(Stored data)
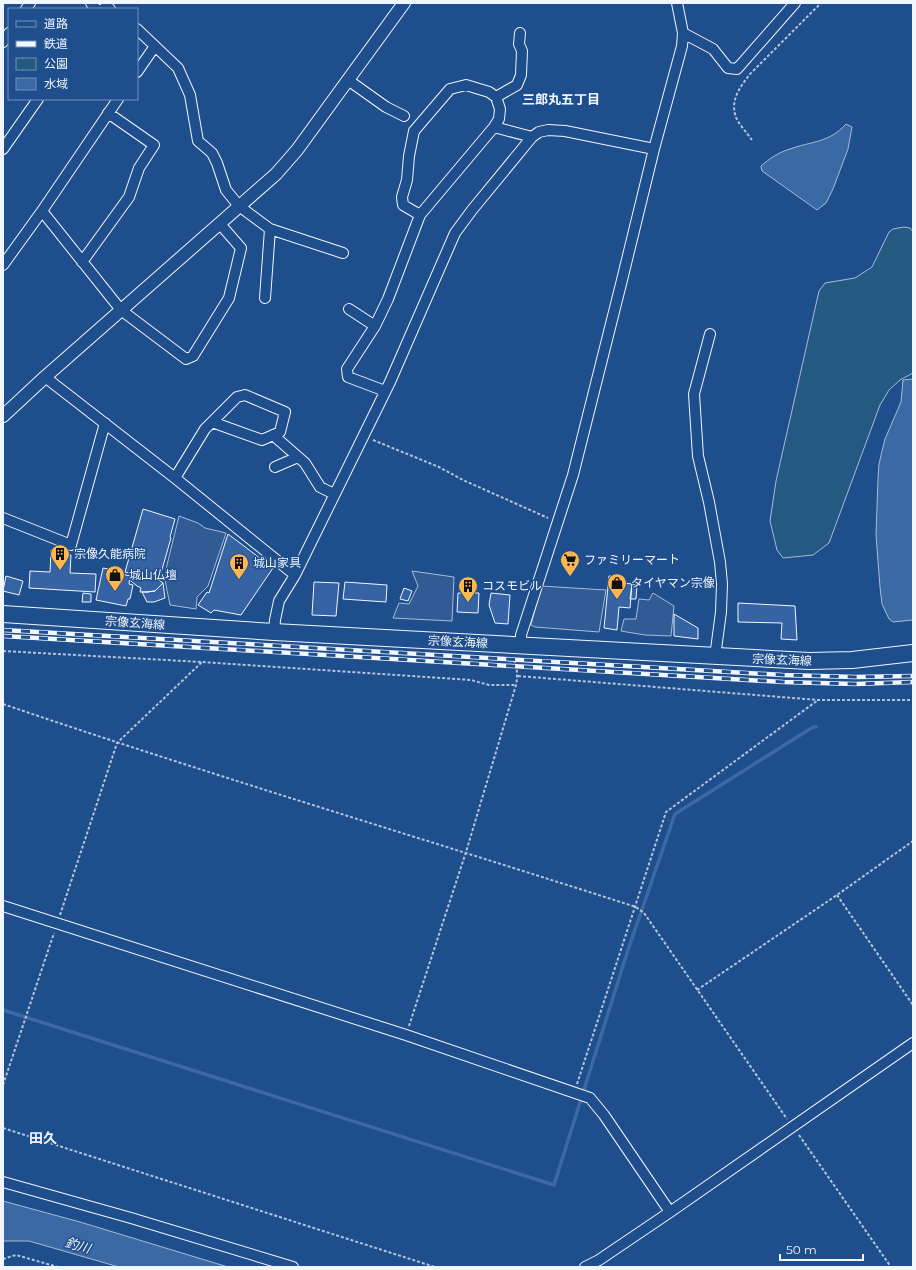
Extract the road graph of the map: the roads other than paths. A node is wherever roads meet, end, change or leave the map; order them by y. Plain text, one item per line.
1 (404, 3) edge
2 (678, 3) edge
3 (795, 3) edge
4 (138, 30) edge
5 (520, 33) dead end
6 (683, 33) junction
7 (155, 46) junction
8 (138, 71) edge
9 (348, 80) junction
10 (496, 97) junction
11 (37, 100) edge
12 (117, 100) edge
13 (108, 113) junction
14 (404, 116) dead end
15 (494, 127) junction
16 (532, 137) junction
17 (6, 138) edge
18 (3, 149) edge
19 (654, 149) junction
20 (239, 206) junction
21 (42, 210) junction
22 (420, 215) junction
23 (220, 224) junction
24 (270, 229) junction
25 (343, 253) dead end
26 (82, 262) junction
27 (3, 265) edge
28 (265, 298) dead end
29 (349, 309) dead end
30 (121, 310) junction
31 (375, 326) junction
32 (710, 334) dead end
33 (45, 377) junction
34 (385, 391) junction
35 (3, 416) edge
36 (212, 422) junction
37 (105, 423) junction
38 (273, 435) junction
39 (298, 457) junction
40 (275, 466) dead end
41 (175, 478) junction
42 (334, 494) junction
43 (3, 518) edge
44 (295, 575) junction
45 (3, 614) edge
46 (274, 632) junction
47 (516, 645) junction
48 (913, 653) edge
49 (715, 656) junction
50 (3, 906) edge
51 (913, 1042) edge
52 (3, 1182) edge
53 (670, 1212) junction
54 (293, 1267) edge
55 (585, 1267) edge

1 - 9 street
2 - 6 street
3 - 6 street
4 - 7 street
5 - 10 street
6 - 19 street
7 - 8 street
7 - 20 street
9 - 14 street
9 - 20 street
10 - 15 street
10 - 22 street
11 - 17 street
12 - 13 street
13 - 21 street
13 - 26 street
15 - 16 street
15 - 22 street
16 - 19 street
16 - 34 street
17 - 18 street
19 - 47 street
20 - 23 street
20 - 24 street
21 - 26 street
21 - 27 street
22 - 31 street
23 - 30 street
23 - 30 street
24 - 25 street
24 - 28 street
26 - 30 street
29 - 31 street
30 - 33 street
31 - 34 street
32 - 49 street
33 - 35 street
33 - 37 street
34 - 42 street
36 - 38 street
36 - 38 street
36 - 41 street
37 - 41 street
37 - 43 street
38 - 39 street
39 - 40 street
39 - 42 street
41 - 44 street
42 - 44 street
44 - 46 street
45 - 46 main road, 宗像玄海線
46 - 47 main road, 宗像玄海線
47 - 49 main road, 宗像玄海線
48 - 49 main road, 宗像玄海線
50 - 53 street
51 - 53 street
52 - 54 street
53 - 55 street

* Task objective *
Please repeat the entries above exactly, leaving out any pictures.

* Output of the task *
Extract the road graph of the map: the roads other than paths. A node is wherever roads meet, end, change or leave the map; order them by y. Plain text, one item per line.
1 (404, 3) edge
2 (678, 3) edge
3 (795, 3) edge
4 (138, 30) edge
5 (520, 33) dead end
6 (683, 33) junction
7 (155, 46) junction
8 (138, 71) edge
9 (348, 80) junction
10 (496, 97) junction
11 (37, 100) edge
12 (117, 100) edge
13 (108, 113) junction
14 (404, 116) dead end
15 (494, 127) junction
16 (532, 137) junction
17 (6, 138) edge
18 (3, 149) edge
19 (654, 149) junction
20 (239, 206) junction
21 (42, 210) junction
22 (420, 215) junction
23 (220, 224) junction
24 (270, 229) junction
25 (343, 253) dead end
26 (82, 262) junction
27 (3, 265) edge
28 (265, 298) dead end
29 (349, 309) dead end
30 (121, 310) junction
31 (375, 326) junction
32 (710, 334) dead end
33 (45, 377) junction
34 (385, 391) junction
35 (3, 416) edge
36 (212, 422) junction
37 (105, 423) junction
38 (273, 435) junction
39 (298, 457) junction
40 (275, 466) dead end
41 (175, 478) junction
42 (334, 494) junction
43 (3, 518) edge
44 (295, 575) junction
45 (3, 614) edge
46 (274, 632) junction
47 (516, 645) junction
48 (913, 653) edge
49 (715, 656) junction
50 (3, 906) edge
51 (913, 1042) edge
52 (3, 1182) edge
53 (670, 1212) junction
54 (293, 1267) edge
55 (585, 1267) edge

1 - 9 street
2 - 6 street
3 - 6 street
4 - 7 street
5 - 10 street
6 - 19 street
7 - 8 street
7 - 20 street
9 - 14 street
9 - 20 street
10 - 15 street
10 - 22 street
11 - 17 street
12 - 13 street
13 - 21 street
13 - 26 street
15 - 16 street
15 - 22 street
16 - 19 street
16 - 34 street
17 - 18 street
19 - 47 street
20 - 23 street
20 - 24 street
21 - 26 street
21 - 27 street
22 - 31 street
23 - 30 street
23 - 30 street
24 - 25 street
24 - 28 street
26 - 30 street
29 - 31 street
30 - 33 street
31 - 34 street
32 - 49 street
33 - 35 street
33 - 37 street
34 - 42 street
36 - 38 street
36 - 38 street
36 - 41 street
37 - 41 street
37 - 43 street
38 - 39 street
39 - 40 street
39 - 42 street
41 - 44 street
42 - 44 street
44 - 46 street
45 - 46 main road, 宗像玄海線
46 - 47 main road, 宗像玄海線
47 - 49 main road, 宗像玄海線
48 - 49 main road, 宗像玄海線
50 - 53 street
51 - 53 street
52 - 54 street
53 - 55 street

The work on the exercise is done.